## TO DO
In the entries below, find the line with "ring dip: (942, 913)" and the line with "thumb ip: (1091, 974)". Reproduce those two lines and every line between them exactly, and nothing more.

## RECORDS TO USE

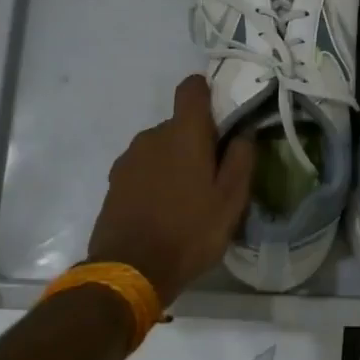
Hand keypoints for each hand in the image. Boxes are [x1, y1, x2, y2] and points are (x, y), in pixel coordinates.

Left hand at [88, 75, 255, 308]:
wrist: (129, 271)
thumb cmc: (190, 232)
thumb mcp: (231, 201)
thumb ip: (241, 159)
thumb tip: (244, 132)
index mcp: (183, 134)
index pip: (192, 88)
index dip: (207, 92)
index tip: (222, 114)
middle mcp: (152, 136)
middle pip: (179, 125)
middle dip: (196, 141)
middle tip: (213, 175)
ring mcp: (129, 159)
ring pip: (160, 148)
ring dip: (175, 162)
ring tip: (188, 198)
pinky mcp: (114, 182)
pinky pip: (143, 168)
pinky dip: (156, 179)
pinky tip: (164, 210)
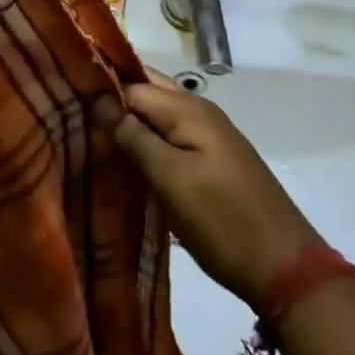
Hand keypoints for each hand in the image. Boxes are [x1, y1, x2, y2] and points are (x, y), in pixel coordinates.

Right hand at [95, 79, 320, 304]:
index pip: (131, 84)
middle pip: (146, 93)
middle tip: (75, 117)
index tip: (66, 101)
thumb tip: (101, 101)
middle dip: (114, 102)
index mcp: (187, 108)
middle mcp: (199, 110)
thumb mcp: (171, 180)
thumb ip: (135, 137)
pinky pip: (173, 137)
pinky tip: (131, 162)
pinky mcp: (216, 161)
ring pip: (159, 116)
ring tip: (94, 140)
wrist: (288, 271)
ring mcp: (211, 135)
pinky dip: (150, 143)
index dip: (100, 91)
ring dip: (131, 125)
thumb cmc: (223, 221)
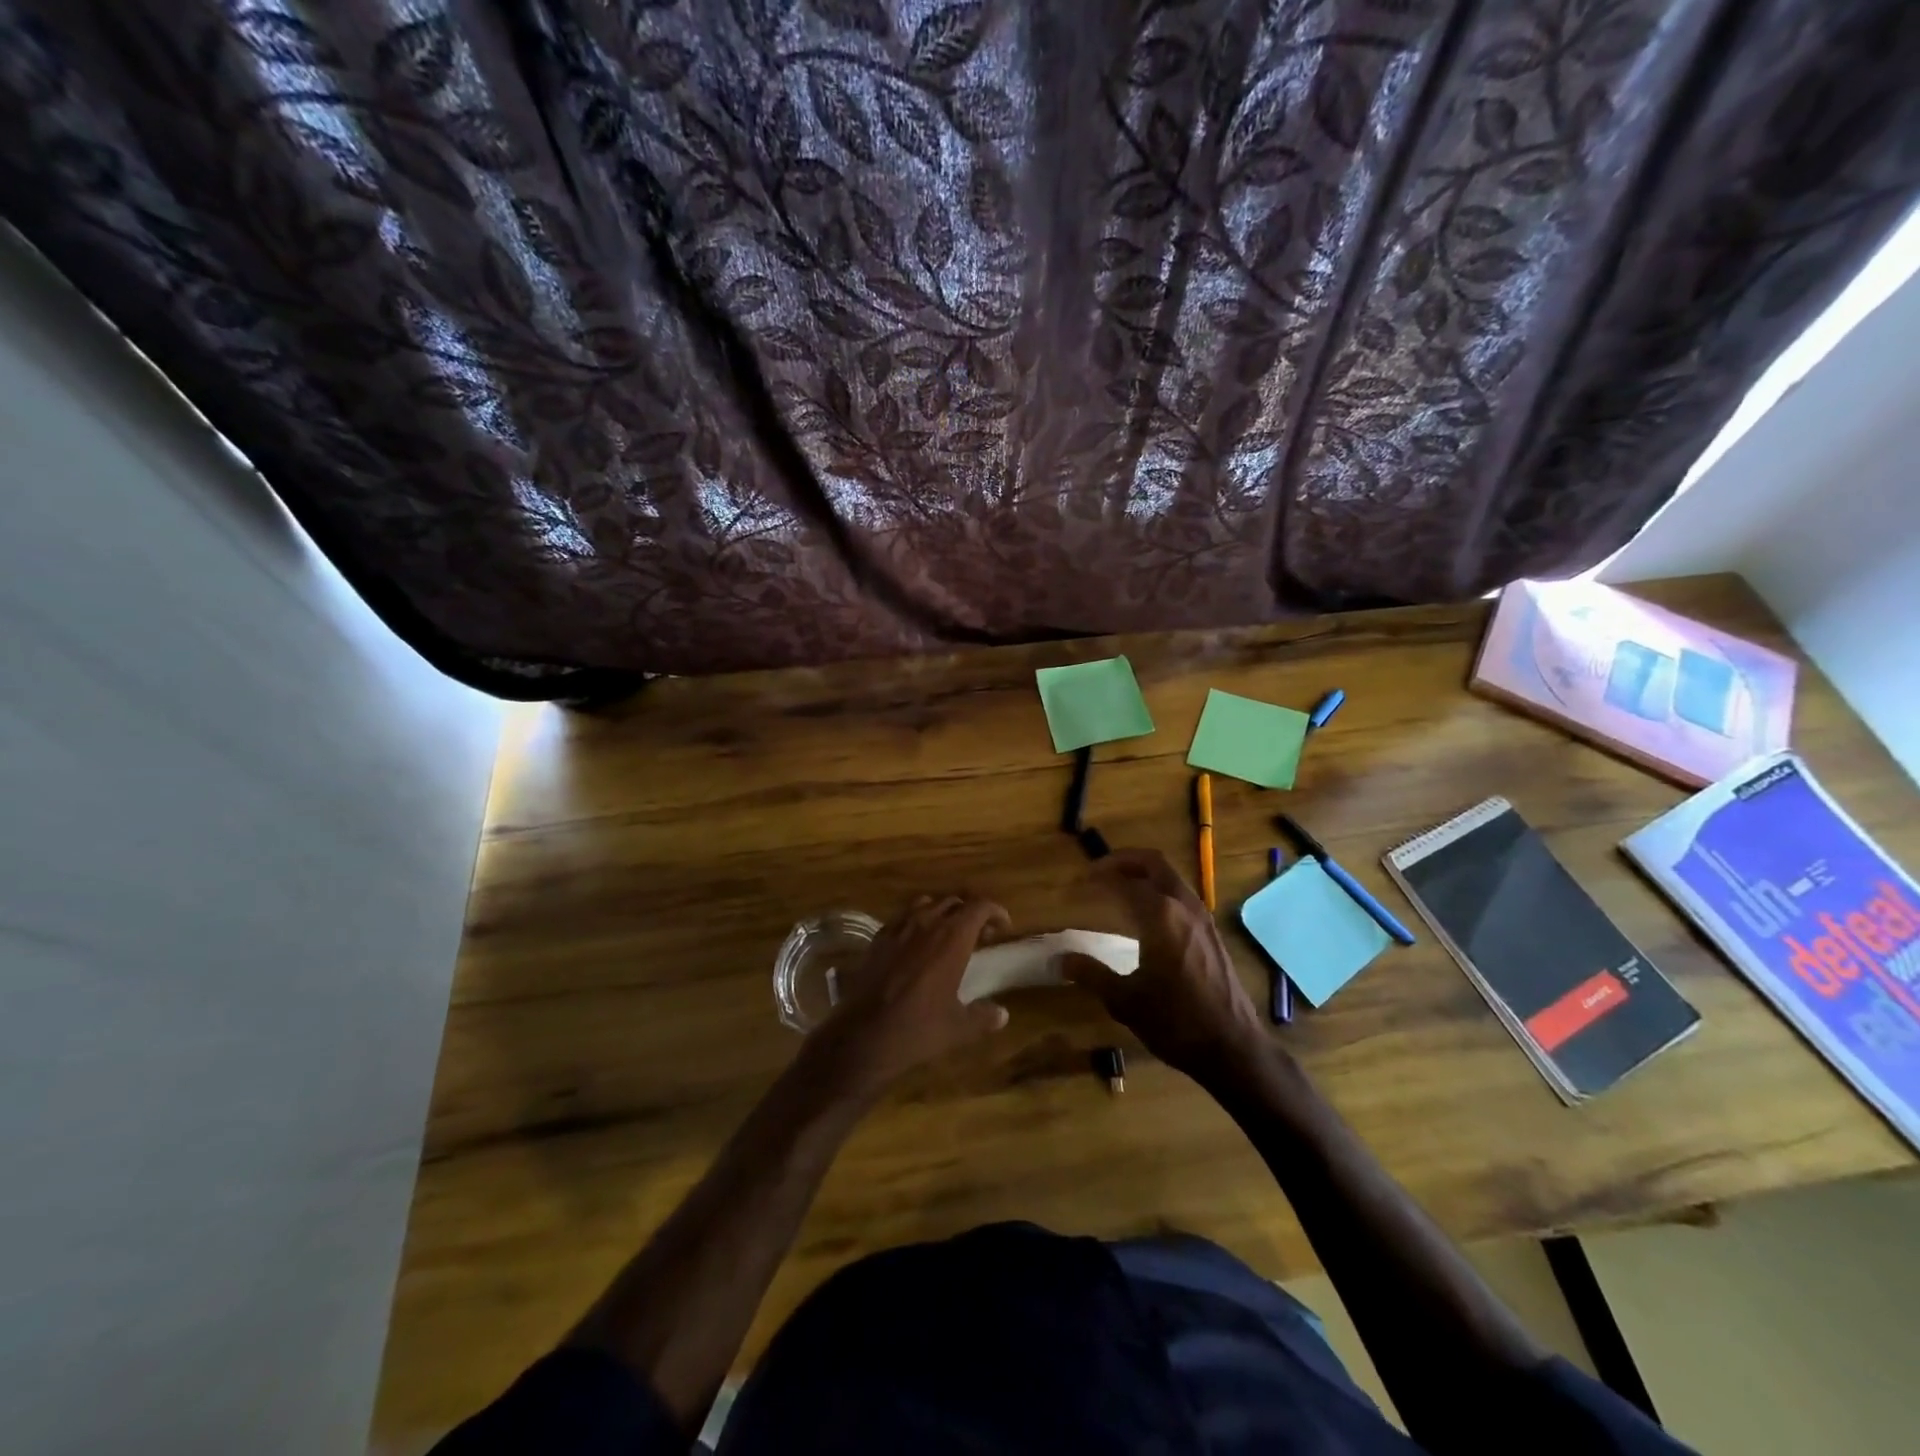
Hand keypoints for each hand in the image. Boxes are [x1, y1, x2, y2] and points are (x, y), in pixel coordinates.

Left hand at [804, 894, 1011, 1097]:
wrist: (864, 1034)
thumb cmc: (918, 1028)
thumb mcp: (959, 1028)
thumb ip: (984, 1017)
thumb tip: (1002, 1014)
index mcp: (952, 938)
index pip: (979, 907)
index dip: (995, 911)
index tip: (1003, 926)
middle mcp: (926, 923)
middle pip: (954, 902)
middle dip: (970, 913)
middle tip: (979, 935)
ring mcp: (899, 928)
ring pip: (926, 904)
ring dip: (942, 913)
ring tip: (948, 934)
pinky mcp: (878, 938)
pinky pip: (902, 917)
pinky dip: (916, 922)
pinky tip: (916, 944)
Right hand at [1059, 848, 1267, 1079]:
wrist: (1233, 1049)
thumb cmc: (1175, 1022)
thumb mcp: (1124, 1000)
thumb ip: (1091, 974)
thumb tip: (1061, 959)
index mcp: (1160, 916)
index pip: (1124, 881)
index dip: (1099, 877)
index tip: (1079, 882)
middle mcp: (1184, 907)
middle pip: (1154, 864)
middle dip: (1124, 860)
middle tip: (1099, 870)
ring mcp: (1203, 919)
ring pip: (1171, 878)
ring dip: (1145, 874)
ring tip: (1119, 887)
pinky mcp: (1212, 934)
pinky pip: (1182, 896)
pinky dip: (1160, 891)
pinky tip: (1147, 917)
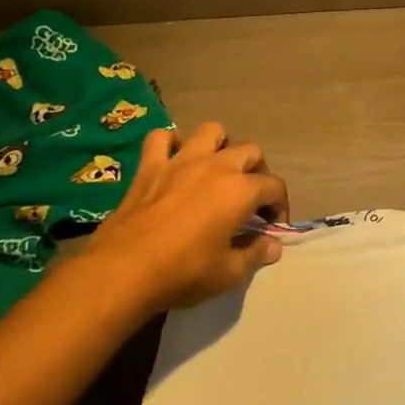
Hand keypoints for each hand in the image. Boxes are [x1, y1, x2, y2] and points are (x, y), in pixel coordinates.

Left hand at [67, 122, 288, 316]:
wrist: (125, 270)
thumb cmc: (184, 272)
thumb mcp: (229, 273)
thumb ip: (256, 254)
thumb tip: (273, 245)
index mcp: (241, 190)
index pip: (274, 186)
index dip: (279, 205)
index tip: (272, 226)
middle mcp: (217, 166)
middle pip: (249, 151)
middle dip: (257, 171)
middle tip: (249, 197)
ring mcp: (181, 161)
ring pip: (211, 131)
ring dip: (220, 145)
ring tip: (217, 168)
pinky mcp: (150, 166)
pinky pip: (161, 138)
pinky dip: (170, 143)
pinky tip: (174, 159)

## OUTPUT BELOW
ring dip: (942, 913)
ring tip: (948, 934)
pinky mcp: (878, 938)
pinky pip: (902, 917)
pinky dip: (916, 922)
pinky tip: (916, 944)
Right hand at [1059, 848, 1267, 1079]:
wrist: (1233, 1049)
thumb cmc: (1175, 1022)
thumb mcp: (1124, 1000)
thumb ip: (1091, 974)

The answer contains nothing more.